7 июня 2013 года в 22:28

Первого взгляда любовь

Ямайка, 1995 год. В аптеках, кроме презервативов и аспирина, нет совершенно ничего. Многообещающее и многозначащее присутствие полного отсутствия.

Третий механик Митя: большой, бородат, разговаривает басом.

Как только мы пришвартовались в этой глухой ямайской деревушке, то всезнающий и везде бывавший стармех подозвал меня и третьего, указал куда-то в середину деревушки пальцем и спросил, видим ли мы красную дверь. Мы кивнули. Тогда дед произнес: "Запомните курс. Это - нужник!"

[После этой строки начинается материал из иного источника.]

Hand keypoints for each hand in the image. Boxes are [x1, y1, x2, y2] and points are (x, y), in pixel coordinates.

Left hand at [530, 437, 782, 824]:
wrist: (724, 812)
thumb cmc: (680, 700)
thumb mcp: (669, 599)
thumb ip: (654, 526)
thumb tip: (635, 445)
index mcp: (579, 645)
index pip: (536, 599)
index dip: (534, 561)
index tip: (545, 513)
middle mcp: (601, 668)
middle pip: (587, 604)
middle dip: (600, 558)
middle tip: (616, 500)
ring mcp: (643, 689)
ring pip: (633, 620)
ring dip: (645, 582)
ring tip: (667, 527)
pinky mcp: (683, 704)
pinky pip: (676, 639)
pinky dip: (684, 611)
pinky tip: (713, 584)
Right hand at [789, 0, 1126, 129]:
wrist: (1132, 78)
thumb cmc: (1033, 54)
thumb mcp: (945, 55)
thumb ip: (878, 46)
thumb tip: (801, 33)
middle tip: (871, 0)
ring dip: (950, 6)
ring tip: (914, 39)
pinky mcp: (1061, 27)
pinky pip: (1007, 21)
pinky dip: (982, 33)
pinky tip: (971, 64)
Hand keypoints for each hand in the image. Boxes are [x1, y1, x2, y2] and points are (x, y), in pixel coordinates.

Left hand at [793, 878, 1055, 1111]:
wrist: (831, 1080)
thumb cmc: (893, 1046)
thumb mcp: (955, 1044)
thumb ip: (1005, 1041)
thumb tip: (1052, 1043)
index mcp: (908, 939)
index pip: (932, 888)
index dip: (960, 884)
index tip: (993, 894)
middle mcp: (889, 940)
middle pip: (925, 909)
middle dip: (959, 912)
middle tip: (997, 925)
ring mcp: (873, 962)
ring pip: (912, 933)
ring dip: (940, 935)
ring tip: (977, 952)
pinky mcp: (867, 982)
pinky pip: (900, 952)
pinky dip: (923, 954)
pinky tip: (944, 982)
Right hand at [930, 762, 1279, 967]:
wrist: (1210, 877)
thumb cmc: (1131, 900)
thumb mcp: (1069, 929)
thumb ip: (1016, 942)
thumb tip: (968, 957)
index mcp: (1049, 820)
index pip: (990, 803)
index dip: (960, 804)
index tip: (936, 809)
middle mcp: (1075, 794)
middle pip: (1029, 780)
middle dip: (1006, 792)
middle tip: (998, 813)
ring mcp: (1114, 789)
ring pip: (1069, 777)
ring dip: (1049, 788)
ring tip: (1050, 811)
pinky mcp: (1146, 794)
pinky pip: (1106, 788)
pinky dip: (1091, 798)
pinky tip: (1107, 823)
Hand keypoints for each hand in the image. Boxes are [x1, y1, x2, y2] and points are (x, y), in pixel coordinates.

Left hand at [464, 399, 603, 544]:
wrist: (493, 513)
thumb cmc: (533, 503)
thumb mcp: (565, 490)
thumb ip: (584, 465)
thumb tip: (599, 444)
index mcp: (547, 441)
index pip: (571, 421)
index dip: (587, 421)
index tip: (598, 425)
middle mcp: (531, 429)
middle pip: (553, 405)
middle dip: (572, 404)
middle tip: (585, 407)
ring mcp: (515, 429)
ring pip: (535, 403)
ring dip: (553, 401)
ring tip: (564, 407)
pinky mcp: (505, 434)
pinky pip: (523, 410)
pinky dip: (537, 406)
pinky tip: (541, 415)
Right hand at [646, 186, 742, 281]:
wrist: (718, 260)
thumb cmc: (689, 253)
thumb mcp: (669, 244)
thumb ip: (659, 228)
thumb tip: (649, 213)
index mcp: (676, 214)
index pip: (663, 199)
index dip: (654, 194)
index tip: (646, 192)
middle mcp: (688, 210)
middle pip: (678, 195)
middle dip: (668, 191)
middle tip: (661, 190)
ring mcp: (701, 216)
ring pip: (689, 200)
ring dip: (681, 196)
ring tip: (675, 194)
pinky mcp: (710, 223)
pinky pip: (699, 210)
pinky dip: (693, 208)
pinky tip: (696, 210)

Экипаж, свободный от вахты, после рабочего дня выполз на разведку. Конечно же, старались держаться курса, указанного дедом. Нашли бар со стриптизом.

Официантка, видя белых в таком количестве, прищурилась и спросила, мол, откуда приехали? Электромеханик, стеснявшийся своего неаристократического происхождения, слегка надменно сказал, мол, из ЮАР. Как только прозвучал первый заказ, а именно: "Нам водку и пиво!", девушка тут же произнесла, смеясь:

- Вы - русские!

Потом зажглись вечерние огни притона. Означенное зрелище, скажу вам, предназначается только для тех, кому уж очень не терпится стравить давление в осеменительном отсеке. Как-то оно все там было... ну... вот как в стрипбаре в ямайской деревне. Женщины были страшны, а пиво - дорого. Еда вообще, видимо, для избранных - с такими-то ценами. Поэтому, видимо, большинство мирных жителей весь вечер бродили по бару в одной бутылкой пива в руке. Они так проводили время.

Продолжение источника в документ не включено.